加須西中学校の藤間先生に中学校では「竹取物語」をどのように指導するのかを伺ったところ、すらすら読めるように何度も音読させたり、教師が音読するのを聞いたりするのが一般的ということだった。耳から古典に親しむことが必要だということである。だから、無理にインターネットを使うことはないのではないかとおっしゃっていた。


6 子供用サイトについて
工藤先生の授業では、検索のやり方も生徒に任せていたが、子供向け検索エンジンもある。

〈Yahoo!きっず〉
「竹取物語」で検索すると、國學院大學図書館デジタルライブラリーで「竹取物語絵巻」が見られる。http://kotodama.kokugakuin.ac.jp/digital/diglib/taketori/page001.html でも、1件だけ。
〈こねっとgoo〉
「竹取物語」で検索すると262件。
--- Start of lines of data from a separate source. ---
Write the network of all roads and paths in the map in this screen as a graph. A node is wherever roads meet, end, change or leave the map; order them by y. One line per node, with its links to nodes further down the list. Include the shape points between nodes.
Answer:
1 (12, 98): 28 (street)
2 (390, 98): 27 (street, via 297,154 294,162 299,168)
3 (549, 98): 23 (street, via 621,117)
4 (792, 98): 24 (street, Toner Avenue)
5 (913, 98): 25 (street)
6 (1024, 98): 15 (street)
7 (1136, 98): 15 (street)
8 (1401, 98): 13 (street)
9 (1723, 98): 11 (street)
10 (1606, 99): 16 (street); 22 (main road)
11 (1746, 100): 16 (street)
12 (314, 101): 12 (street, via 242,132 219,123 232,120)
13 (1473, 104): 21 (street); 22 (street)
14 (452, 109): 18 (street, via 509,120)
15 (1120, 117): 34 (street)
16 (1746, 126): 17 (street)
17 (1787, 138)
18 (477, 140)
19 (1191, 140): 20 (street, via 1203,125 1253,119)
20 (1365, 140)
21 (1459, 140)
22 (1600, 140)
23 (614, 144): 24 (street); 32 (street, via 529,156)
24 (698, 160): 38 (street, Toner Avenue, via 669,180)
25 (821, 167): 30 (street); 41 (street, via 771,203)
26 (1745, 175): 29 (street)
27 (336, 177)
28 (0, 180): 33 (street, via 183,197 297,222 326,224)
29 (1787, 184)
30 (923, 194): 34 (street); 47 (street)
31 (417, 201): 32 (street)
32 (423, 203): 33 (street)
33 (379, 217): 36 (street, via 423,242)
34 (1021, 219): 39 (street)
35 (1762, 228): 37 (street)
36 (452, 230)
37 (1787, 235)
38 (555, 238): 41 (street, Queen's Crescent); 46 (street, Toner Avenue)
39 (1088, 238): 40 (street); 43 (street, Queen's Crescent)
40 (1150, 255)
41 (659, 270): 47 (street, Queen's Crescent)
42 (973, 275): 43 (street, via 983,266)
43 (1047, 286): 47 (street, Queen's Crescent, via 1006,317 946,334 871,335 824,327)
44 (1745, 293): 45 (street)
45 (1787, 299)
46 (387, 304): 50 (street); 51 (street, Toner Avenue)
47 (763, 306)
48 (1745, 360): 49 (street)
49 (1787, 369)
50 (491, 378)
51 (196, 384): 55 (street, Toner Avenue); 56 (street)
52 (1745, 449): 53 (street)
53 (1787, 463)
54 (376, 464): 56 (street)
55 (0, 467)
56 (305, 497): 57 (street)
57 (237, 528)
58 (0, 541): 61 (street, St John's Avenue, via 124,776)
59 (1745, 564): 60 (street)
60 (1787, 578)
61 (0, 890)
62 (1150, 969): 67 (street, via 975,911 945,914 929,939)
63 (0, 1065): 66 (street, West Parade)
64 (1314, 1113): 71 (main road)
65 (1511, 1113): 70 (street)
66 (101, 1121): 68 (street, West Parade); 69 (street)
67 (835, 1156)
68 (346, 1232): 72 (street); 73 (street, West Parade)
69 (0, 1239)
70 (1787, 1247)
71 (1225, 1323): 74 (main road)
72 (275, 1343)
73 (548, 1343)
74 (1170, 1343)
教科のページでは「万葉集」「源氏物語」現代文など100件ほど。
〈じゃぺっと(JAPET)〉
99年版教育素材リンク集。中学国語では、現代文・古典・語彙・総合など80件ほど。

教科書出版社のホームページにもリンク集がある。
〈光村図書〉
「大人のためのリンク集」という教材関連のリンク集があり、「子どものためのリンク集」もできる予定。
〈教育出版〉
小学校国語、中学校国語の部屋に「教科書教材リンク集」がある。

7 まとめ
工藤先生「古典に親しむこと」を目標にこの授業を行った。生徒は「調べる」ことを楽しそうにやっているようであった。パソコンを使うのも上手だったし、生徒なりによく調べていたと思う。「竹取物語」ゆかりの町があったり、「竹取物語」関連のホームページがたくさんあることを知ることができて、古典に対する抵抗感は持っていないようであった。ただ、これから2年生、3年生の古典の授業で「読む」ためにパソコンを使う必要があるのだろうかと思った。